Records shown:

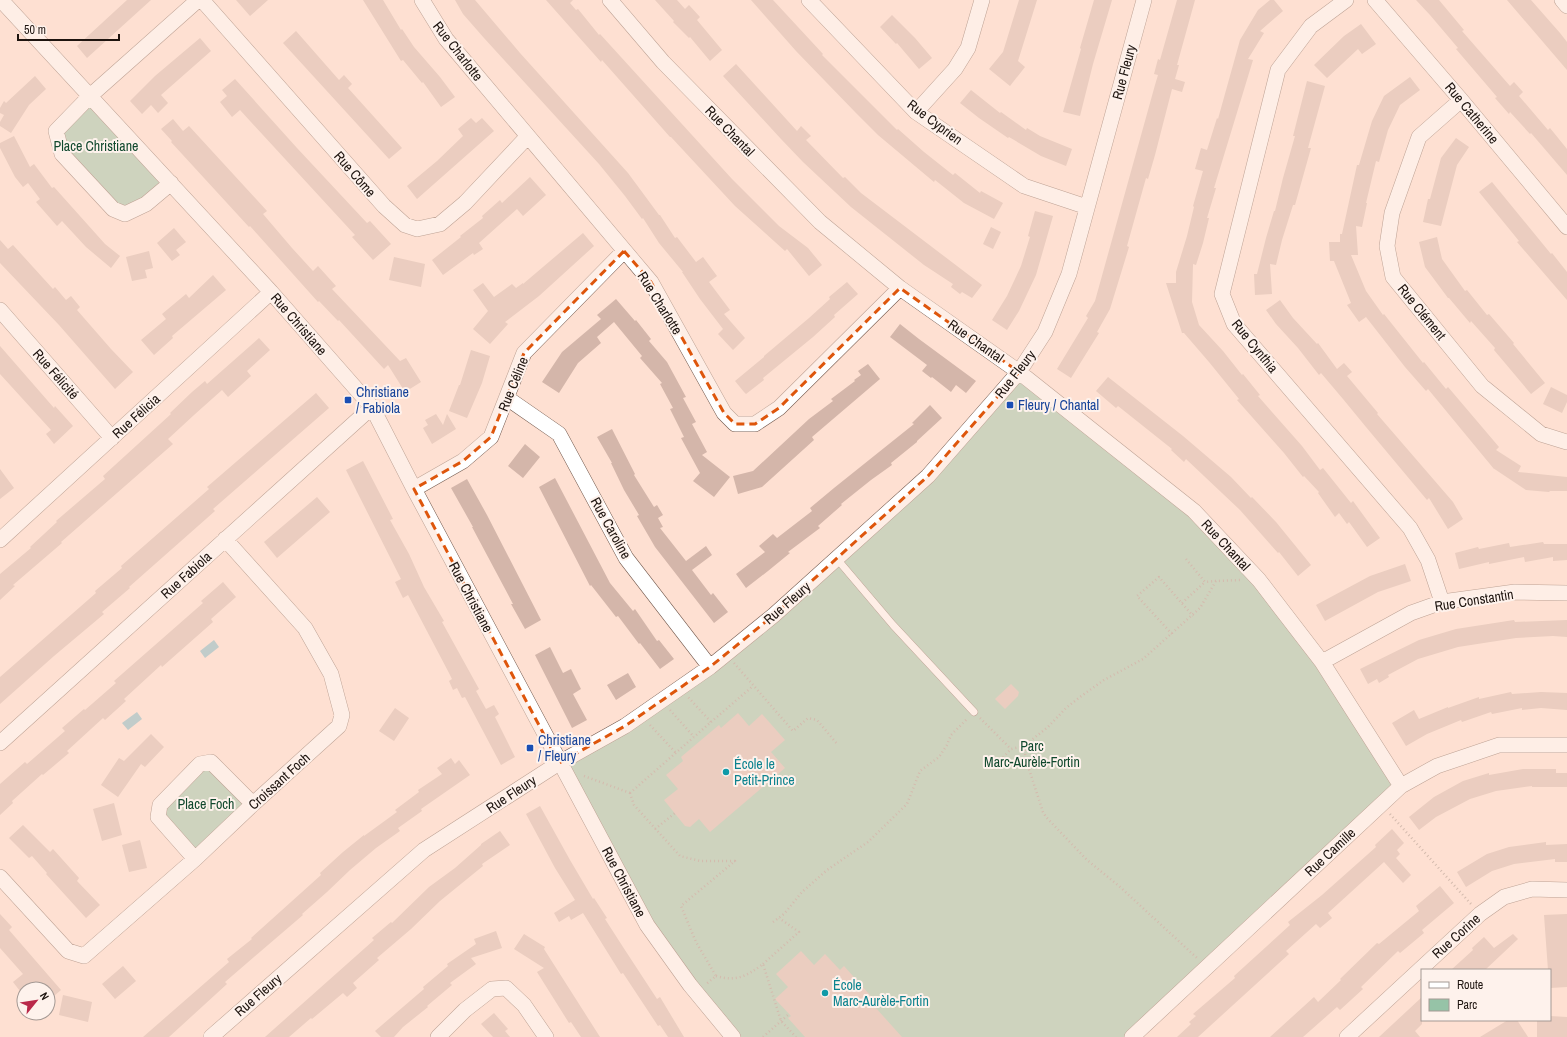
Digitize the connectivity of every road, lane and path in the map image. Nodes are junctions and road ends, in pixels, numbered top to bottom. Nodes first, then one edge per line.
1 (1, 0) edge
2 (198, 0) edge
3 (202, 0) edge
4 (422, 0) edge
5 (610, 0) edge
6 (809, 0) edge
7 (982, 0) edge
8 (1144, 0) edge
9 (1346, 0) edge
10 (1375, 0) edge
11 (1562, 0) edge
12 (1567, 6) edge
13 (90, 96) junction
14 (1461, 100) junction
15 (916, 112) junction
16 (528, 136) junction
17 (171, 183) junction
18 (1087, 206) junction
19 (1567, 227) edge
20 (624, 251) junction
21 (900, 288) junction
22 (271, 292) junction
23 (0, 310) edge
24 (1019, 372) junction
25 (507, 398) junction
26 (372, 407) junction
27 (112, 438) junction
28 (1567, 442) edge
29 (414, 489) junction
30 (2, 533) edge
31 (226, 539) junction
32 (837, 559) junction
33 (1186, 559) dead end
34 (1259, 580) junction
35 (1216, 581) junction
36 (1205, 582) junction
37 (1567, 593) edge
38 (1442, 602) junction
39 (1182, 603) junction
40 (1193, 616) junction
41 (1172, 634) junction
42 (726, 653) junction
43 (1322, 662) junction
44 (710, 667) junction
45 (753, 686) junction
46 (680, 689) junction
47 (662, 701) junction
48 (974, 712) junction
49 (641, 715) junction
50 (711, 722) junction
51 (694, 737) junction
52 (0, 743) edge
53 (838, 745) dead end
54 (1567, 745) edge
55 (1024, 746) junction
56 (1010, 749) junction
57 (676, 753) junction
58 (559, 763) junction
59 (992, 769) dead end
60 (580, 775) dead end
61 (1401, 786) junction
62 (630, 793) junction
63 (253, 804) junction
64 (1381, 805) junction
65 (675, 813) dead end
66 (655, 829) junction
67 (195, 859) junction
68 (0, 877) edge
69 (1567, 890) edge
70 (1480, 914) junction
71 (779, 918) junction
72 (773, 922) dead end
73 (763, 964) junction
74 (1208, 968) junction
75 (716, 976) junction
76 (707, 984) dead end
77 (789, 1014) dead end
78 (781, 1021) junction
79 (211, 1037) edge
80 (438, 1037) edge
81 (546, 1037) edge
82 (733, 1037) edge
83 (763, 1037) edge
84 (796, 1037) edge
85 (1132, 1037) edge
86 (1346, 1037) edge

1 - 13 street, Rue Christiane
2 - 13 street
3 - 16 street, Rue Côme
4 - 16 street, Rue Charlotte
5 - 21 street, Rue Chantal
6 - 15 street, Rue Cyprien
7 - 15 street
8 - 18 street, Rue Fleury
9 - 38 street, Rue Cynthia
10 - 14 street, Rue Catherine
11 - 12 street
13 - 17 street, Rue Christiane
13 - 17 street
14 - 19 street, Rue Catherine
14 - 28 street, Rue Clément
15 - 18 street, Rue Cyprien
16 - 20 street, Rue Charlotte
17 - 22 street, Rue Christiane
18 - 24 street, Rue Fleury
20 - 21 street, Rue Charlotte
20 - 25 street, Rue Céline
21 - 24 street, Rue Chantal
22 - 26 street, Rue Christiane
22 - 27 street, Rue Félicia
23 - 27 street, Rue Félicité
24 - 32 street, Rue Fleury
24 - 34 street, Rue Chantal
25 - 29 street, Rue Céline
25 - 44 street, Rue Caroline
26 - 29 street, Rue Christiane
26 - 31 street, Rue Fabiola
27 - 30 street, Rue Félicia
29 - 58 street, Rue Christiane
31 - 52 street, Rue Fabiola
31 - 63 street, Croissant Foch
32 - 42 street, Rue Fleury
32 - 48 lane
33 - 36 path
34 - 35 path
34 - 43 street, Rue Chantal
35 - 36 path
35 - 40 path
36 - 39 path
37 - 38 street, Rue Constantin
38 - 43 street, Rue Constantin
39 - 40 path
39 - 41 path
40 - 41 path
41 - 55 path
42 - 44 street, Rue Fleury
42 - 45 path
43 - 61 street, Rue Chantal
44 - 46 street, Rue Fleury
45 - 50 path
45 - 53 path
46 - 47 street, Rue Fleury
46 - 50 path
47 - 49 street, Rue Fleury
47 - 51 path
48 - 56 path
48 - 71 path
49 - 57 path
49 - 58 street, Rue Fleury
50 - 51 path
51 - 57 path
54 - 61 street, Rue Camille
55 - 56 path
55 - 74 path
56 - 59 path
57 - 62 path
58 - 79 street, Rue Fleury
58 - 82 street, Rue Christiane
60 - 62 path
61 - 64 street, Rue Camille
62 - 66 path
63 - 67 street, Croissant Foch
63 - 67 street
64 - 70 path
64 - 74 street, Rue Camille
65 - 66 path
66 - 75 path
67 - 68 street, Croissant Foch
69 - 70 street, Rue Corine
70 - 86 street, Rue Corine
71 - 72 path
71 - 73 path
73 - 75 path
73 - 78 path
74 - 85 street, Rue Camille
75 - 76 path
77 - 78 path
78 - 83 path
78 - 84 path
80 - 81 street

What is needed: Skipping the images, write out the whole listing exactly.

Reply:
Digitize the connectivity of every road, lane and path in the map image. Nodes are junctions and road ends, in pixels, numbered top to bottom. Nodes first, then one edge per line.
1 (1, 0) edge
2 (198, 0) edge
3 (202, 0) edge
4 (422, 0) edge
5 (610, 0) edge
6 (809, 0) edge
7 (982, 0) edge
8 (1144, 0) edge
9 (1346, 0) edge
10 (1375, 0) edge
11 (1562, 0) edge
12 (1567, 6) edge
13 (90, 96) junction
14 (1461, 100) junction
15 (916, 112) junction
16 (528, 136) junction
17 (171, 183) junction
18 (1087, 206) junction
19 (1567, 227) edge
20 (624, 251) junction
21 (900, 288) junction
22 (271, 292) junction
23 (0, 310) edge
24 (1019, 372) junction
25 (507, 398) junction
26 (372, 407) junction
27 (112, 438) junction
28 (1567, 442) edge
29 (414, 489) junction
30 (2, 533) edge
31 (226, 539) junction
32 (837, 559) junction
33 (1186, 559) dead end
34 (1259, 580) junction
35 (1216, 581) junction
36 (1205, 582) junction
37 (1567, 593) edge
38 (1442, 602) junction
39 (1182, 603) junction
40 (1193, 616) junction
41 (1172, 634) junction
42 (726, 653) junction
43 (1322, 662) junction
44 (710, 667) junction
45 (753, 686) junction
46 (680, 689) junction
47 (662, 701) junction
48 (974, 712) junction
49 (641, 715) junction
50 (711, 722) junction
51 (694, 737) junction
52 (0, 743) edge
53 (838, 745) dead end
54 (1567, 745) edge
55 (1024, 746) junction
56 (1010, 749) junction
57 (676, 753) junction
58 (559, 763) junction
59 (992, 769) dead end
60 (580, 775) dead end
61 (1401, 786) junction
62 (630, 793) junction
63 (253, 804) junction
64 (1381, 805) junction
65 (675, 813) dead end
66 (655, 829) junction
67 (195, 859) junction
68 (0, 877) edge
69 (1567, 890) edge
70 (1480, 914) junction
71 (779, 918) junction
72 (773, 922) dead end
73 (763, 964) junction
74 (1208, 968) junction
75 (716, 976) junction
76 (707, 984) dead end
77 (789, 1014) dead end
78 (781, 1021) junction
79 (211, 1037) edge
80 (438, 1037) edge
81 (546, 1037) edge
82 (733, 1037) edge
83 (763, 1037) edge
84 (796, 1037) edge
85 (1132, 1037) edge
86 (1346, 1037) edge

1 - 13 street, Rue Christiane
2 - 13 street
3 - 16 street, Rue Côme
4 - 16 street, Rue Charlotte
5 - 21 street, Rue Chantal
6 - 15 street, Rue Cyprien
7 - 15 street
8 - 18 street, Rue Fleury
9 - 38 street, Rue Cynthia
10 - 14 street, Rue Catherine
11 - 12 street
13 - 17 street, Rue Christiane
13 - 17 street
14 - 19 street, Rue Catherine
14 - 28 street, Rue Clément
15 - 18 street, Rue Cyprien
16 - 20 street, Rue Charlotte
17 - 22 street, Rue Christiane
18 - 24 street, Rue Fleury
20 - 21 street, Rue Charlotte
20 - 25 street, Rue Céline
21 - 24 street, Rue Chantal
22 - 26 street, Rue Christiane
22 - 27 street, Rue Félicia
23 - 27 street, Rue Félicité
24 - 32 street, Rue Fleury
24 - 34 street, Rue Chantal
25 - 29 street, Rue Céline
25 - 44 street, Rue Caroline
26 - 29 street, Rue Christiane
26 - 31 street, Rue Fabiola
27 - 30 street, Rue Félicia
29 - 58 street, Rue Christiane
31 - 52 street, Rue Fabiola
31 - 63 street, Croissant Foch
32 - 42 street, Rue Fleury
32 - 48 lane
33 - 36 path
34 - 35 path
34 - 43 street, Rue Chantal
35 - 36 path
35 - 40 path
36 - 39 path
37 - 38 street, Rue Constantin
38 - 43 street, Rue Constantin
39 - 40 path
39 - 41 path
40 - 41 path
41 - 55 path
42 - 44 street, Rue Fleury
42 - 45 path
43 - 61 street, Rue Chantal
44 - 46 street, Rue Fleury
45 - 50 path
45 - 53 path
46 - 47 street, Rue Fleury
46 - 50 path
47 - 49 street, Rue Fleury
47 - 51 path
48 - 56 path
48 - 71 path
49 - 57 path
49 - 58 street, Rue Fleury
50 - 51 path
51 - 57 path
54 - 61 street, Rue Camille
55 - 56 path
55 - 74 path
56 - 59 path
57 - 62 path
58 - 79 street, Rue Fleury
58 - 82 street, Rue Christiane
60 - 62 path
61 - 64 street, Rue Camille
62 - 66 path
63 - 67 street, Croissant Foch
63 - 67 street
64 - 70 path
64 - 74 street, Rue Camille
65 - 66 path
66 - 75 path
67 - 68 street, Croissant Foch
69 - 70 street, Rue Corine
70 - 86 street, Rue Corine
71 - 72 path
71 - 73 path
73 - 75 path
73 - 78 path
74 - 85 street, Rue Camille
75 - 76 path
77 - 78 path
78 - 83 path
78 - 84 path
80 - 81 street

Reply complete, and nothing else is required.